FIG. 1 shows the organic resin layer and thermoplasticity when a coated metal molding material containing a polyether unit having an organic resin layer of 5% by mass or more and 85% by mass or less and a PPS-based resin molded product are bonded to each other. This is an example of the analysis result obtained by elemental analysis of the cross section of the resin composition including the joint surface with the molded product by an electronic microanalyzer (EPMA). The left side of the figure is the organic resin layer, the right side is the molded body of the thermoplastic resin composition, and the bonding surface has an atomic composition (FIG. 1 shows the intensities obtained for wavelengths corresponding to N, C, and S). However, the compatible layer changes from the atomic composition peculiar to the organic resin layer (many N derived from urethane bonds) to the atomic composition peculiar to the thermoplastic resin composition (many S derived from PPS). It can be seen that is formed.

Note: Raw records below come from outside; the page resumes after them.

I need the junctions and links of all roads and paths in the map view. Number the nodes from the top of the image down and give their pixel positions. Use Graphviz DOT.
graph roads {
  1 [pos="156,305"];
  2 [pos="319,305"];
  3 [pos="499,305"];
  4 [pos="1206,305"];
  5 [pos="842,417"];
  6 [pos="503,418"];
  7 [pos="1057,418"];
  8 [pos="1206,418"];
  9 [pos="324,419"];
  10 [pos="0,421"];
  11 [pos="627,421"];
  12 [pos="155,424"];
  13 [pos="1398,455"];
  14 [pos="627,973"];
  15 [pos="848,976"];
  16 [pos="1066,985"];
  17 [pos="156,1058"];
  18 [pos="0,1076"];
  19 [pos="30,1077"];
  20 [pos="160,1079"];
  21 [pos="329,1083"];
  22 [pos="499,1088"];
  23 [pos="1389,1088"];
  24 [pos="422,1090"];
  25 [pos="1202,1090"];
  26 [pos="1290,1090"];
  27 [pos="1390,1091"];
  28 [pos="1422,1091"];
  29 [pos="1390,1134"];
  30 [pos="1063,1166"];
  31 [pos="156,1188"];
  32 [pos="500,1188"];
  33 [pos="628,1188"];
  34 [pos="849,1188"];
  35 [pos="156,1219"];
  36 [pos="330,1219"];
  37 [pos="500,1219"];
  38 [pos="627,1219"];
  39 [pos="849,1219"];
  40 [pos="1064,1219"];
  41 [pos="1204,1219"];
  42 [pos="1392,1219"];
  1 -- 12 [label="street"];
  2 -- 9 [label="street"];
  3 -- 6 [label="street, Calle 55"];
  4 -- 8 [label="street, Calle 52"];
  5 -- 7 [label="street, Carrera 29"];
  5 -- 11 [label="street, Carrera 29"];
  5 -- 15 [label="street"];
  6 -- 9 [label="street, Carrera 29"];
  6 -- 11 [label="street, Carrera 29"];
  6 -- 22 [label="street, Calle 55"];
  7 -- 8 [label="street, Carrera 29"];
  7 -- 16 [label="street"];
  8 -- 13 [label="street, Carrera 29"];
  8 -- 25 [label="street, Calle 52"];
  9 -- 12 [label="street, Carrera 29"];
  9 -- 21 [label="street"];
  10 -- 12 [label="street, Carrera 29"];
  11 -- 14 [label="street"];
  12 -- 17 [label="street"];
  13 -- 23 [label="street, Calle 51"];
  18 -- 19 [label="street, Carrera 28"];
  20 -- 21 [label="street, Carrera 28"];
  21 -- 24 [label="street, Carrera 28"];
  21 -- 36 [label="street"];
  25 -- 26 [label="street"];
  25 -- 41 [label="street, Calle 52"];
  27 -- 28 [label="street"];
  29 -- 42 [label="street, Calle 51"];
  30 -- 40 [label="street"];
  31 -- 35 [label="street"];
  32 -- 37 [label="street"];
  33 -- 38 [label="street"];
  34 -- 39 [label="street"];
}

3. 3. Method for Producing Composite The method for producing a composite according to another embodiment of the present invention is the above-mentioned method for manufacturing a composite, which is 1) a first step of preparing a coated metal molding material and 2) a coated metal element. It has a second step of inserting a profile into an injection molding die and a third step of joining a molded body of a thermoplastic resin composition to the surface of a coated metal element.

Hereinafter, each step of this embodiment will be described.

(1) First step Prepare a coated metal shape material by the above procedure.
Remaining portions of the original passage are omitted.